Limited liability partnerships and limited liability companies are two similar but distinct types of business entity. Neither one is required to pay corporate taxes; instead, taxation falls upon the individual partners or members. Both entities are very flexible in their structure, allowing them to fit the needs of many types of company, but key differences between them set the two types apart.
In a limited liability partnership, one or more partners are legally exposed, bearing responsibility as a managing partner for the business entity as in a simple partnership. An LLP can also have junior or silent partners, however. These individuals are liable for only their investment. They are not engaged in managerial activities and thus avoid responsibility for the actions of the company management. LLPs are most commonly professional partnerships, such as law firms, accounting firms, joint medical practices and architecture firms.
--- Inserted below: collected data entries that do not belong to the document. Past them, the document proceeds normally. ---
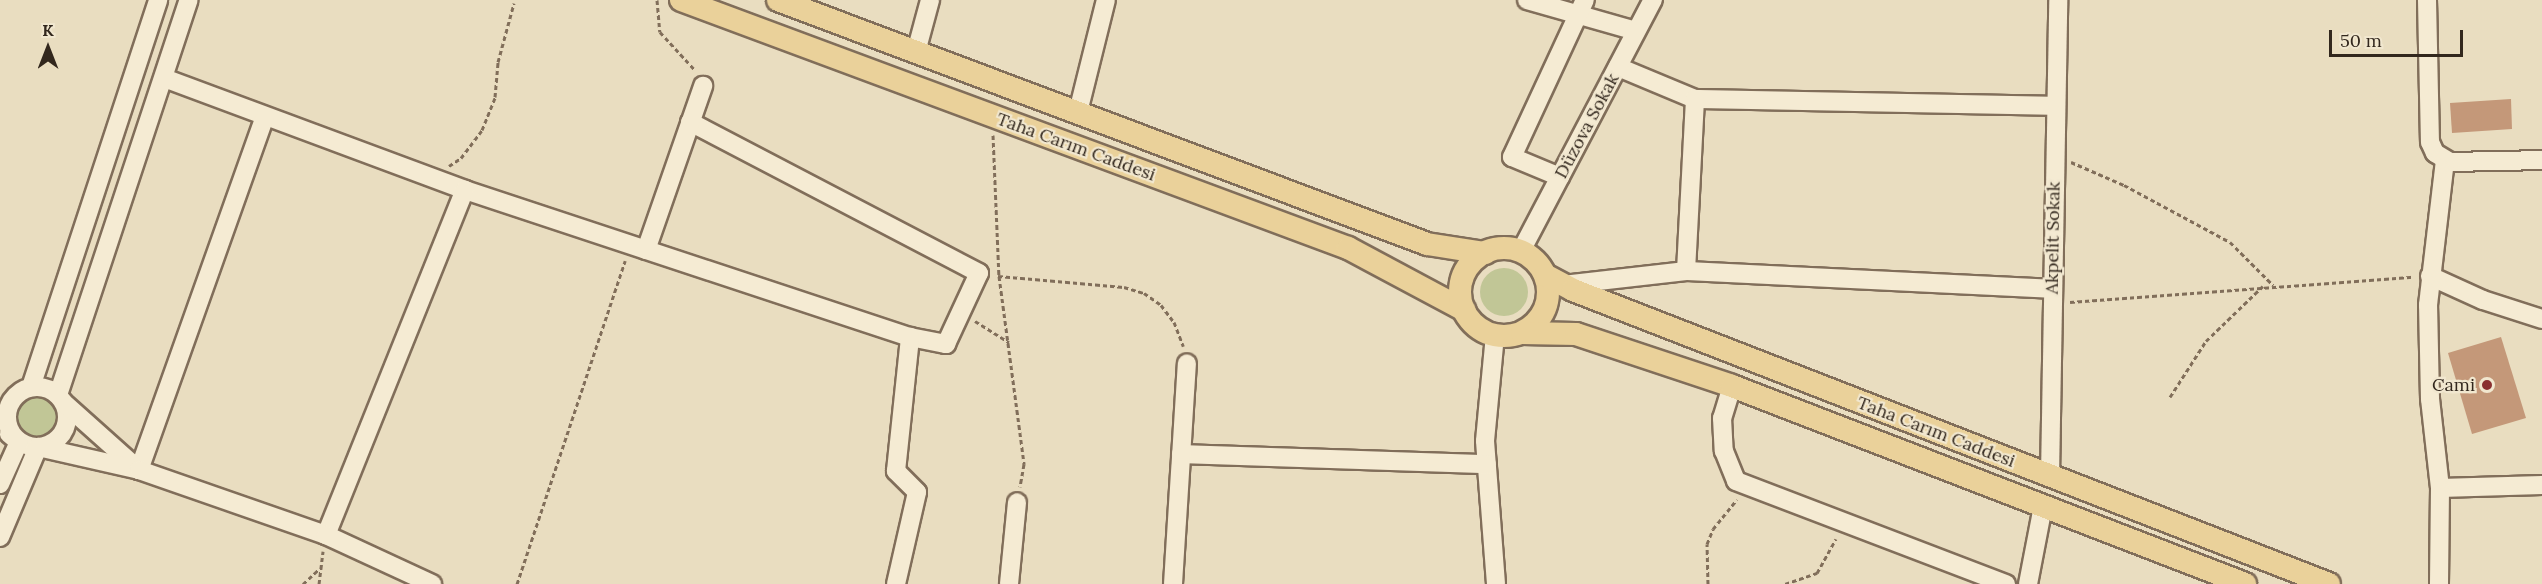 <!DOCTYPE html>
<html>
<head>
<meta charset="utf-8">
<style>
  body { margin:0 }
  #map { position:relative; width:2542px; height:584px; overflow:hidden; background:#e9ddc0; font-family:Lora,serif }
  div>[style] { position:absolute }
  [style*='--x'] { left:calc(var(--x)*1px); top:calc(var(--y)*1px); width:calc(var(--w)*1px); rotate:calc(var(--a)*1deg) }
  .green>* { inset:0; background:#c1c696 }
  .round { border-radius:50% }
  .building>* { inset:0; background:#c49879 }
  .path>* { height:3px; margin-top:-1.5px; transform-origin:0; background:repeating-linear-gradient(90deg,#816e5a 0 4.5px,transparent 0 7.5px) }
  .roads { filter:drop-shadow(2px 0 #816e5a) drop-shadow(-2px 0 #816e5a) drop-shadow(0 2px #816e5a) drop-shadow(0 -2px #816e5a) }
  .minor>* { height:18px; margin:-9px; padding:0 9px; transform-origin:9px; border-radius:9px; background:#f5ebd3 }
  .minor>.ring { margin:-9px; padding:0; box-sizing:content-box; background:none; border:18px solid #f5ebd3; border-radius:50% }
  .major>* { height:22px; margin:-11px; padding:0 11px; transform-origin:11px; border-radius:11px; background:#ead19a }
  .major>.ring { margin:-11px; padding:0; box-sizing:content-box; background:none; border:22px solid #ead19a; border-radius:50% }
  .dots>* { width:16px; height:16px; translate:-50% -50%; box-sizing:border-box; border:3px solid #f1e7cf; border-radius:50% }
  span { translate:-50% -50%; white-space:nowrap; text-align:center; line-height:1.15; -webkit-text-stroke:4.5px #f1e7cf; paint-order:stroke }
  .street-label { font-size:18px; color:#32271d }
  .poi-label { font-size:18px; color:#32271d }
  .right { translate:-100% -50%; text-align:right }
  .north { position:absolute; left:18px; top:18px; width:60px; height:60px; -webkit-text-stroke:4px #f1e7cf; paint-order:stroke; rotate:0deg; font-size:16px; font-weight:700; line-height:24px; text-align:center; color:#32271d }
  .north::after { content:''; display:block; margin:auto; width:21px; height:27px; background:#32271d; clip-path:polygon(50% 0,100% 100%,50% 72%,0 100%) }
  .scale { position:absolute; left:2329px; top:30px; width:134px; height:27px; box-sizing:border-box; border:3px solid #32271d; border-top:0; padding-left:8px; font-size:18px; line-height:21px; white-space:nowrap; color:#32271d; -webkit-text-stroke:4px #f1e7cf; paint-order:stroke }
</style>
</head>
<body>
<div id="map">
  <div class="green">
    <div class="round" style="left:1480px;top:268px;width:48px;height:48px"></div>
    <div class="round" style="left:12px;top:392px;width:50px;height:50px"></div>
  </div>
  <div class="building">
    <div style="clip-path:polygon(2511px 99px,2512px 129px,2452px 133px,2450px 103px)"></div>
    <div style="clip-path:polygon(2501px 337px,2526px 418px,2472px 434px,2448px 353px)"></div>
  </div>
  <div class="path">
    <div style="--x:657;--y:0;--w:32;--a:85"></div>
    <div style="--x:660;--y:32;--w:52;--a:47.4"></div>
    <div style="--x:993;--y:135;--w:141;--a:87.6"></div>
    <div style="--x:999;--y:276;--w:190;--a:82.4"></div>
    <div style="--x:1024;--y:464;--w:23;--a:100"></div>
    <div style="--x:2071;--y:162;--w:58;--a:23.5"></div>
    <div style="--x:2124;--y:185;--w:120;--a:28.3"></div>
    <div style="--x:2230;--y:242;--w:61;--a:45"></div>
    <div style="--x:449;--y:166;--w:14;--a:-34"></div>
    <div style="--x:461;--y:158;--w:35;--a:-53"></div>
    <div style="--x:482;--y:130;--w:35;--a:-68"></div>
    <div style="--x:495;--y:97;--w:35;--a:-85"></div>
    <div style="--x:498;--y:62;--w:61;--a:-74.8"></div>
    <div style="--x:998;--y:276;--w:126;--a:5"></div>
    <div style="--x:1124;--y:287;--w:21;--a:17"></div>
    <div style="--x:1144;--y:293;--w:21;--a:35"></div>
    <div style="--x:1161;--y:305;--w:21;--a:53"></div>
    <div style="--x:1174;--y:322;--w:26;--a:69"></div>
    <div style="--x:2070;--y:302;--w:344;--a:-4.2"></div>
    <div style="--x:975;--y:321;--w:40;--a:32"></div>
    <div style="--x:2170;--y:397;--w:67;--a:-57.3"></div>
    <div style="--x:2206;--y:341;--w:79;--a:-44"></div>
    <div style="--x:303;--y:584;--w:22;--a:-43"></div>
    <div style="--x:319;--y:584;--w:33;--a:-83"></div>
    <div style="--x:517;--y:584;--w:341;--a:-71.5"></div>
    <div style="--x:1708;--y:584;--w:40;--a:-91.4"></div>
    <div style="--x:1707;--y:544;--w:16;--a:-68"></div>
    <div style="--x:1713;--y:529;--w:38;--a:-51"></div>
    <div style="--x:1785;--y:584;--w:34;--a:-19"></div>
    <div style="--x:1817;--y:573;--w:39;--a:-61"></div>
  </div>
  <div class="roads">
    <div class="minor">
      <div style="--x:1527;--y:0;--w:113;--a:15.9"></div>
      <div style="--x:2427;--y:0;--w:142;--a:88.8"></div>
      <div style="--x:2430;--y:142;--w:12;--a:66"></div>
      <div style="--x:2435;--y:153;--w:17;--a:31"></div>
      <div style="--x:2450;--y:162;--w:92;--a:-1.2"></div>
      <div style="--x:916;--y:52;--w:54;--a:-74.9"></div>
      <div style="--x:1618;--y:67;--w:83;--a:22.6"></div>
      <div style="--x:1695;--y:99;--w:359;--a:1.1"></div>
      <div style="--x:164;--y:78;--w:321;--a:20.4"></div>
      <div style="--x:465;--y:190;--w:469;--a:18.3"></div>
      <div style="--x:910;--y:337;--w:37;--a:11"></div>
      <div style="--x:946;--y:344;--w:78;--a:-65.1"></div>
      <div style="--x:979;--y:273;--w:326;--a:-152.4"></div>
      <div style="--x:1078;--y:112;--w:115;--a:-76"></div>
      <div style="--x:1560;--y:177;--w:52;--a:-157.4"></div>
      <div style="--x:1512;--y:157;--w:173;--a:-65.1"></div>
      <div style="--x:646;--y:250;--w:174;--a:-70.8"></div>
      <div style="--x:1521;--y:251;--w:284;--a:-62.3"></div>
      <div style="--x:1686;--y:271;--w:172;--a:-87"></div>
      <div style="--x:2430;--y:276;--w:58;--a:24.4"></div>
      <div style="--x:2483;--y:300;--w:62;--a:17.9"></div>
      <div style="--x:1563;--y:285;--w:124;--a:-6.5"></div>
      <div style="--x:1686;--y:271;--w:366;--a:2.8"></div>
      <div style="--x:1495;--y:335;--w:106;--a:95.4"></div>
      <div style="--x:1485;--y:441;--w:143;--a:85.6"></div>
      <div style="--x:1732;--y:386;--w:34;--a:107"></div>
      <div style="--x:1722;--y:418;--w:33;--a:87"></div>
      <div style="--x:1724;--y:451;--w:32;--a:68"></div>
      <div style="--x:1736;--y:481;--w:289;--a:20.9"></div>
      <div class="ring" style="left:7px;top:387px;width:42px;height:42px"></div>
      <div style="--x:31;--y:387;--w:407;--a:-71.8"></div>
      <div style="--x:58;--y:395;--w:416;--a:-71.7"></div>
      <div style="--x:64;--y:403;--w:101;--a:41.8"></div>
      <div style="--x:139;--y:470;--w:375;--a:-70.4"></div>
      <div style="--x:1181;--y:454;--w:306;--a:1.9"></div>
      <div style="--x:2050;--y:476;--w:476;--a:-89"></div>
      <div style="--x:0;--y:484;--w:46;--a:-65.7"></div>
      <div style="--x:19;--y:442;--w:13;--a:-141"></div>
      <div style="--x:2440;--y:488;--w:102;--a:-1.7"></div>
      <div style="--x:326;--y:535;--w:372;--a:-68.1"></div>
      <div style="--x:0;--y:537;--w:98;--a:-67.1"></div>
      <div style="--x:38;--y:447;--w:104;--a:12.8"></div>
      <div style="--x:139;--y:470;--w:198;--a:19.2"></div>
      <div style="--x:326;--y:535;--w:117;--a:24.8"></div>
      <div style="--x:896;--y:584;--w:94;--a:-77.1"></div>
      <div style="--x:917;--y:492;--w:30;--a:-135"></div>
      <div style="--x:896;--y:471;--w:135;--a:-84"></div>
      <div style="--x:1009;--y:584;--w:82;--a:-84.4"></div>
      <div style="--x:1173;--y:584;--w:221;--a:-86.4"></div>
      <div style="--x:2028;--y:584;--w:79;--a:-79.1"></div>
      <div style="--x:2439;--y:584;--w:96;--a:-89.4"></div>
      <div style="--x:2440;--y:488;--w:90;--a:-96.4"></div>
      <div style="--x:2430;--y:399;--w:94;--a:-91.2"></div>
      <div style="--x:2428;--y:305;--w:146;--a:-83.3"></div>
    </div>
    <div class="major">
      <div style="--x:681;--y:0;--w:712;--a:20.4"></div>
      <div style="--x:1348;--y:248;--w:132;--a:28.1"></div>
      <div style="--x:778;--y:0;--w:693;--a:20.6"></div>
      <div style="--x:1427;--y:244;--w:59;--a:8.8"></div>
      <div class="ring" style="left:1460px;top:248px;width:66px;height:66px"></div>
      <div style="--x:1545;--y:275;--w:32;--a:28"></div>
      <div style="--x:1573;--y:290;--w:811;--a:21.25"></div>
      <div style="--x:1522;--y:333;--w:54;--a:1.1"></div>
      <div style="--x:1576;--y:334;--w:164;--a:18.4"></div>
      <div style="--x:1732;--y:386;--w:550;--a:21.1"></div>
    </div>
  </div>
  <div class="dots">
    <div style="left:2487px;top:385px;background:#8a2f30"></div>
  </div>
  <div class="street-label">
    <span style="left:1587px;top:126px;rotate:-62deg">Düzova Sokak</span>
    <span style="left:1076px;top:147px;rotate:20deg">Taha Carım Caddesi</span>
    <span style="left:2053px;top:238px;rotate:-89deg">Akpelit Sokak</span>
    <span style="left:1936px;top:432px;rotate:21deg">Taha Carım Caddesi</span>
  </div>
  <div class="poi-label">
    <span class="right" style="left:2475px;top:385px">Cami</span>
  </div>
  <div class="north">K</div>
  <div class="scale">50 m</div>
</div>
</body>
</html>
Unlike LLPs, limited liability companies are allowed to have corporations among their members. An LLC also provides liability protection for all members as in a full corporation. This halfway-point between partnership and corporation includes the tax benefits of the former and the legal protection of the latter, making it an attractive business structure for small companies of all varieties.
Those engaged in the process of creating a start-up company or performing a business merger need to determine whether an LLP or an LLC is a better fit for their goals, business structure, and potential liability. Choosing between them often comes down to the type of business it is, but other factors may sometimes sway the best result. A business law attorney could provide valuable advice to those in a joint venture, helping the members decide whether a partnership or a company structure is best for them.